| Task requirements |
Say how many lines in the records include the string "広野北線", adding no other words.

| Dataset entries |

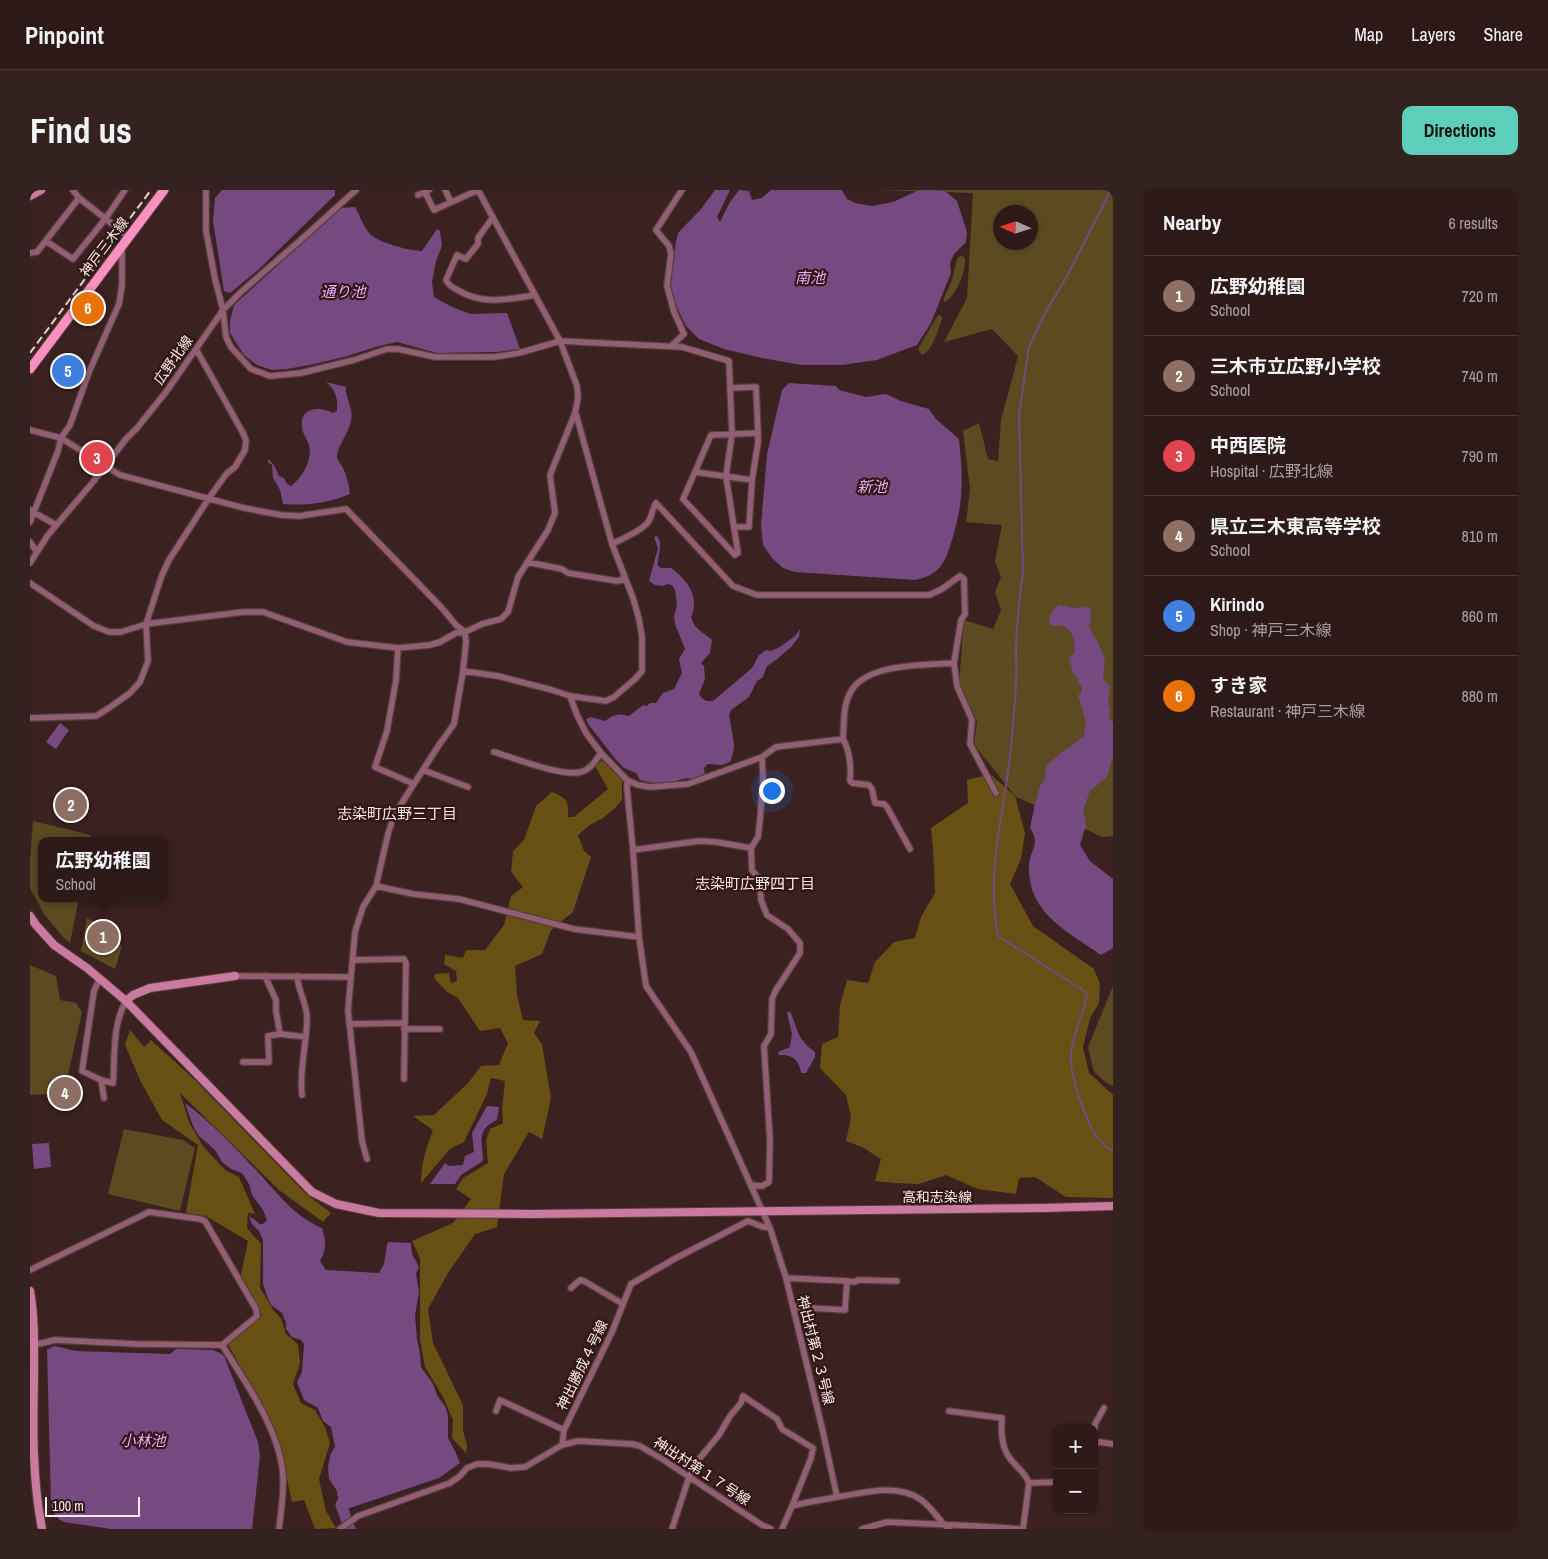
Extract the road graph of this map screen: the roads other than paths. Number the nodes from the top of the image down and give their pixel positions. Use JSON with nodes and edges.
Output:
{"nodes":[{"id":1,"x":41,"y":190,"type":"edge"},
{"id":2,"x":73,"y":190,"type":"edge"},
{"id":3,"x":124,"y":190,"type":"edge"},
{"id":4,"x":164,"y":190,"type":"edge"},
{"id":5,"x":206,"y":190,"type":"edge"},
{"id":6,"x":356,"y":190,"type":"edge"},
{"id":7,"x":445,"y":190,"type":"edge"},
{"id":8,"x":478,"y":190,"type":"edge"},
{"id":9,"x":682,"y":190,"type":"edge"},
{"id":10,"x":427,"y":191,"type":"edge"},
{"id":11,"x":418,"y":195,"type":"dead end"},
{"id":12,"x":30,"y":196,"type":"edge"},
{"id":13,"x":79,"y":198,"type":"junction"},
{"id":14,"x":451,"y":202,"type":"junction"},
{"id":15,"x":492,"y":217,"type":"junction"},
{"id":16,"x":106,"y":218,"type":"junction"},
{"id":17,"x":129,"y":237,"type":"junction"},
{"id":18,"x":46,"y":241,"type":"junction"},
{"id":19,"x":120,"y":249,"type":"junction"},
{"id":20,"x":30,"y":253,"type":"edge"},
{"id":21,"x":535,"y":295,"type":"junction"},
{"id":22,"x":223,"y":310,"type":"junction"},
{"id":23,"x":560,"y":341,"type":"junction"},
{"id":24,"x":670,"y":346,"type":"junction"},
{"id":25,"x":196,"y":349,"type":"junction"},
{"id":26,"x":30,"y":368,"type":"edge"},
{"id":27,"x":730,"y":388,"type":"junction"},
{"id":28,"x":576,"y":413,"type":"junction"},
{"id":29,"x":30,"y":430,"type":"edge"},
{"id":30,"x":758,"y":433,"type":"junction"},
{"id":31,"x":732,"y":434,"type":"junction"},
{"id":32,"x":62,"y":438,"type":"junction"},
{"id":33,"x":105,"y":466,"type":"junction"},
{"id":34,"x":695,"y":472,"type":"junction"},
{"id":35,"x":726,"y":476,"type":"junction"},
{"id":36,"x":752,"y":480,"type":"junction"},
{"id":37,"x":209,"y":498,"type":"junction"},
{"id":38,"x":32,"y":511,"type":"edge"},
{"id":39,"x":30,"y":522,"type":"edge"},
{"id":40,"x":56,"y":525,"type":"junction"},
{"id":41,"x":735,"y":528,"type":"junction"},
{"id":42,"x":30,"y":542,"type":"edge"},
{"id":43,"x":612,"y":544,"type":"junction"},
{"id":44,"x":37,"y":552,"type":"junction"},
{"id":45,"x":527,"y":562,"type":"junction"},
{"id":46,"x":30,"y":563,"type":"edge"},
{"id":47,"x":626,"y":579,"type":"junction"},
{"id":48,"x":30,"y":583,"type":"edge"},
{"id":49,"x":146,"y":624,"type":"junction"},
{"id":50,"x":465,"y":632,"type":"junction"},
{"id":51,"x":398,"y":648,"type":"junction"},
{"id":52,"x":954,"y":663,"type":"junction"},
{"id":53,"x":463,"y":671,"type":"junction"},
{"id":54,"x":570,"y":696,"type":"junction"},
{"id":55,"x":30,"y":718,"type":"edge"},
{"id":56,"x":843,"y":738,"type":"junction"},
{"id":57,"x":494,"y":752,"type":"dead end"},
{"id":58,"x":601,"y":754,"type":"junction"},
{"id":59,"x":762,"y":757,"type":"junction"},
{"id":60,"x":423,"y":770,"type":"junction"},
{"id":61,"x":627,"y":780,"type":"junction"},
{"id":62,"x":414,"y":784,"type":"junction"},
{"id":63,"x":468,"y":787,"type":"dead end"},
{"id":64,"x":996,"y":793,"type":"dead end"},
{"id":65,"x":751,"y":848,"type":"junction"},
{"id":66,"x":910,"y":849,"type":"dead end"},
{"id":67,"x":633,"y":850,"type":"junction"},
{"id":68,"x":376,"y":886,"type":"junction"},
{"id":69,"x":30,"y":916,"type":"edge"},
{"id":70,"x":639,"y":937,"type":"junction"},
{"id":71,"x":353,"y":960,"type":"junction"},
{"id":72,"x":235,"y":976,"type":"joint"},
{"id":73,"x":265,"y":976,"type":"junction"},
{"id":74,"x":296,"y":976,"type":"junction"},
{"id":75,"x":351,"y":977,"type":"junction"},
{"id":76,"x":100,"y":978,"type":"junction"},
{"id":77,"x":126,"y":1001,"type":"junction"},
{"id":78,"x":349,"y":1024,"type":"junction"},
{"id":79,"x":405,"y":1026,"type":"junction"},
{"id":80,"x":440,"y":1029,"type":"dead end"},
{"id":81,"x":280,"y":1034,"type":"junction"},
{"id":82,"x":306,"y":1037,"type":"junction"},
{"id":83,"x":243,"y":1062,"type":"dead end"},
{"id":84,"x":404,"y":1079,"type":"dead end"},
{"id":85,"x":101,"y":1080,"type":"junction"},
{"id":86,"x":302,"y":1095,"type":"dead end"},
{"id":87,"x":104,"y":1098,"type":"dead end"},
{"id":88,"x":367,"y":1159,"type":"dead end"},
{"id":89,"x":751,"y":1185,"type":"junction"},
{"id":90,"x":1113,"y":1206,"type":"edge"},
{"id":91,"x":762,"y":1211,"type":"junction"},
{"id":92,"x":770,"y":1228,"type":"junction"},
{"id":93,"x":30,"y":1270,"type":"edge"},
{"id":94,"x":786,"y":1278,"type":"junction"},
{"id":95,"x":897,"y":1281,"type":"dead end"},
{"id":96,"x":847,"y":1282,"type":"junction"},
{"id":97,"x":571,"y":1288,"type":"dead end"},
{"id":98,"x":30,"y":1291,"type":"edge"},
{"id":99,"x":623,"y":1304,"type":"junction"},
{"id":100,"x":793,"y":1307,"type":"junction"},
{"id":101,"x":34,"y":1345,"type":"junction"},
{"id":102,"x":222,"y":1345,"type":"junction"},
{"id":103,"x":1104,"y":1408,"type":"dead end"},
{"id":104,"x":496,"y":1411,"type":"dead end"},
{"id":105,"x":949,"y":1411,"type":"dead end"},
{"id":106,"x":1095,"y":1424,"type":"edge"},
{"id":107,"x":564,"y":1430,"type":"junction"},
{"id":108,"x":1098,"y":1443,"type":"edge"},
{"id":109,"x":1113,"y":1444,"type":"edge"},
{"id":110,"x":562,"y":1446,"type":"junction"},
{"id":111,"x":689,"y":1477,"type":"junction"},
{"id":112,"x":1053,"y":1482,"type":"edge"},
{"id":113,"x":1029,"y":1483,"type":"junction"},
{"id":114,"x":837,"y":1497,"type":"junction"},
{"id":115,"x":792,"y":1506,"type":"junction"},
{"id":116,"x":762,"y":1527,"type":"edge"},
{"id":117,"x":941,"y":1527,"type":"edge"},
{"id":118,"x":42,"y":1529,"type":"edge"},
{"id":119,"x":280,"y":1529,"type":"edge"},
{"id":120,"x":340,"y":1529,"type":"edge"},
{"id":121,"x":672,"y":1529,"type":"edge"},
{"id":122,"x":771,"y":1529,"type":"edge"},
{"id":123,"x":782,"y":1529,"type":"edge"},
{"id":124,"x":862,"y":1529,"type":"edge"},
{"id":125,"x":949,"y":1529,"type":"edge"},
{"id":126,"x":1022,"y":1529,"type":"edge"}],
"edges":[{"from":1,"to":12,"type":"street"},
{"from":2,"to":13,"type":"street"},
{"from":3,"to":16,"type":"street"},
{"from":4,"to":17,"type":"main road","name":"神戸三木線"},
{"from":5,"to":22,"type":"street"},
{"from":6,"to":22,"type":"street","name":"広野北線"},
{"from":7,"to":14,"type":"street"},
{"from":8,"to":14,"type":"street"},
{"from":8,"to":15,"type":"street"},
{"from":9,"to":24,"type":"street"},
{"from":10,"to":11,"type":"street"},
{"from":10,"to":14,"type":"street"},
{"from":13,"to":16,"type":"street"},
{"from":13,"to":18,"type":"street"},
{"from":15,"to":21,"type":"street"},
{"from":15,"to":21,"type":"street"},
{"from":16,"to":17,"type":"street"},
{"from":16,"to":18,"type":"street"},
{"from":17,"to":19,"type":"main road","name":"神戸三木線"},
{"from":18,"to":20,"type":"street"},
{"from":19,"to":26,"type":"main road","name":"神戸三木線"},
{"from":19,"to":32,"type":"street"},
{"from":21,"to":23,"type":"street"},
{"from":22,"to":23,"type":"street"},
{"from":22,"to":25,"type":"street","name":"広野北線"},
{"from":23,"to":24,"type":"street"},
{"from":23,"to":28,"type":"street"},
{"from":24,"to":27,"type":"street"},
{"from":25,"to":33,"type":"street","name":"広野北線"},
{"from":25,"to":37,"type":"street"},
{"from":27,"to":30,"type":"street"},
{"from":27,"to":31,"type":"street"},
{"from":28,"to":43,"type":"street"},
{"from":28,"to":45,"type":"street"},
{"from":29,"to":32,"type":"street"},
{"from":30,"to":31,"type":"street"},
{"from":30,"to":36,"type":"street"},
{"from":31,"to":34,"type":"street"},
{"from":31,"to":35,"type":"street"},
{"from":32,"to":33,"type":"street"},
{"from":32,"to":38,"type":"street"},
{"from":33,"to":37,"type":"street"},
{"from":33,"to":40,"type":"street","name":"広野北線"},
{"from":34,"to":35,"type":"street"},
{"from":34,"to":41,"type":"street"},
{"from":35,"to":36,"type":"street"},
{"from":35,"to":41,"type":"street"},
{"from":36,"to":41,"type":"street"},
{"from":37,"to":49,"type":"street"},
{"from":37,"to":50,"type":"street"},
{"from":38,"to":39,"type":"street"},
{"from":38,"to":40,"type":"street"},
{"from":40,"to":44,"type":"street","name":"広野北線"},
{"from":42,"to":44,"type":"street"},
{"from":43,"to":47,"type":"street"},
{"from":43,"to":52,"type":"street"},
{"from":44,"to":46,"type":"street","name":"広野北線"},
{"from":45,"to":47,"type":"street"},
{"from":45,"to":50,"type":"street"},
{"from":47,"to":54,"type":"street"},
{"from":48,"to":49,"type":"street"},
{"from":49,"to":51,"type":"street"},
{"from":49,"to":55,"type":"street"},
{"from":50,"to":51,"type":"street"},
{"from":50,"to":53,"type":"street"},
{"from":51,"to":62,"type":"street"},
{"from":52,"to":56,"type":"street"},
{"from":52,"to":64,"type":"street"},
{"from":53,"to":54,"type":"street"},
{"from":53,"to":60,"type":"street"},
{"from":54,"to":58,"type":"street"},
{"from":56,"to":59,"type":"street"},
{"from":56,"to":66,"type":"street"},
{"from":57,"to":58,"type":"street"},
{"from":58,"to":61,"type":"street"},
{"from":59,"to":61,"type":"street"},
{"from":59,"to":65,"type":"street"},
{"from":60,"to":62,"type":"street"},
{"from":60,"to":63,"type":"street"},
{"from":61,"to":67,"type":"street","name":"神出村第２３号線"},
{"from":62,"to":68,"type":"street"},
{"from":65,"to":67,"type":"street"},
{"from":65,"to":89,"type":"street"},
{"from":67,"to":70,"type":"street","name":"神出村第２３号線"},
{"from":68,"to":70,"type":"street"},
{"from":68,"to":71,"type":"street"},
{"from":69,"to":76,"type":"street","name":"高和志染線"},
{"from":70,"to":89,"type":"street","name":"神出村第２３号線"},
{"from":71,"to":75,"type":"street"},
{"from":71,"to":79,"type":"street"},
{"from":72,"to":73,"type":"street"},
{"from":72,"to":77,"type":"street"},
{"from":73,"to":74,"type":"street"},
{"from":73,"to":81,"type":"street"},
{"from":74,"to":75,"type":"street"},
{"from":74,"to":82,"type":"street"},
{"from":75,"to":78,"type":"street"},
{"from":76,"to":77,"type":"street","name":"高和志染線"},
{"from":76,"to":85,"type":"street"},
{"from":77,"to":85,"type":"street"},
{"from":77,"to":91,"type":"street","name":"高和志染線"},
{"from":78,"to":79,"type":"street"},
{"from":78,"to":88,"type":"street"},
{"from":79,"to":80,"type":"street"},
{"from":79,"to":84,"type":"street"},
{"from":81,"to":82,"type":"street"},
{"from":81,"to":83,"type":"street"},
{"from":82,"to":86,"type":"street"},
{"from":85,"to":87,"type":"street"},
{"from":89,"to":91,"type":"street","name":"神出村第２３号線"},
{"from":90,"to":91,"type":"street","name":"高和志染線"},
{"from":91,"to":92,"type":"street","name":"神出村第２３号線"},
{"from":92,"to":94,"type":"street","name":"神出村第２３号線"},
{"from":92,"to":99,"type":"street","name":"神出勝成４号線"},
{"from":93,"to":102,"type":"street"},
{"from":94,"to":96,"type":"street"},
{"from":94,"to":100,"type":"street","name":"神出村第２３号線"},
{"from":95,"to":96,"type":"street"},
{"from":96,"to":100,"type":"street"},
{"from":97,"to":99,"type":"street"},
{"from":98,"to":101,"type":"street"},
{"from":99,"to":107,"type":"street","name":"神出勝成４号線"},
{"from":100,"to":114,"type":"street","name":"神出村第２３号線"},
{"from":101,"to":102,"type":"street"},
{"from":101,"to":118,"type":"street"},
{"from":102,"to":119,"type":"street"},
{"from":103,"to":106,"type":"street"},
{"from":104,"to":107,"type":"street"},
{"from":105,"to":113,"type":"street"},
{"from":107,"to":110,"type":"street","name":"神出勝成４号線"},
{"from":108,"to":109,"type":"street"},
{"from":110,"to":111,"type":"street","name":"神出村第１７号線"},
{"from":110,"to":120,"type":"street","name":"神出村第１７号線"},
{"from":111,"to":115,"type":"street"},
{"from":111,"to":116,"type":"street","name":"神出村第１７号線"},
{"from":111,"to":121,"type":"street"},
{"from":112,"to":113,"type":"street"},
{"from":113,"to":126,"type":"street"},
{"from":114,"to":115,"type":"street"},
{"from":114,"to":117,"type":"street"},
{"from":115,"to":123,"type":"street"},
{"from":116,"to":122,"type":"street","name":"神出村第１７号線"},
{"from":117,"to":124,"type":"street"},
{"from":117,"to":125,"type":"street"},
{"from":117,"to":126,"type":"street"}]}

| Your solution |
6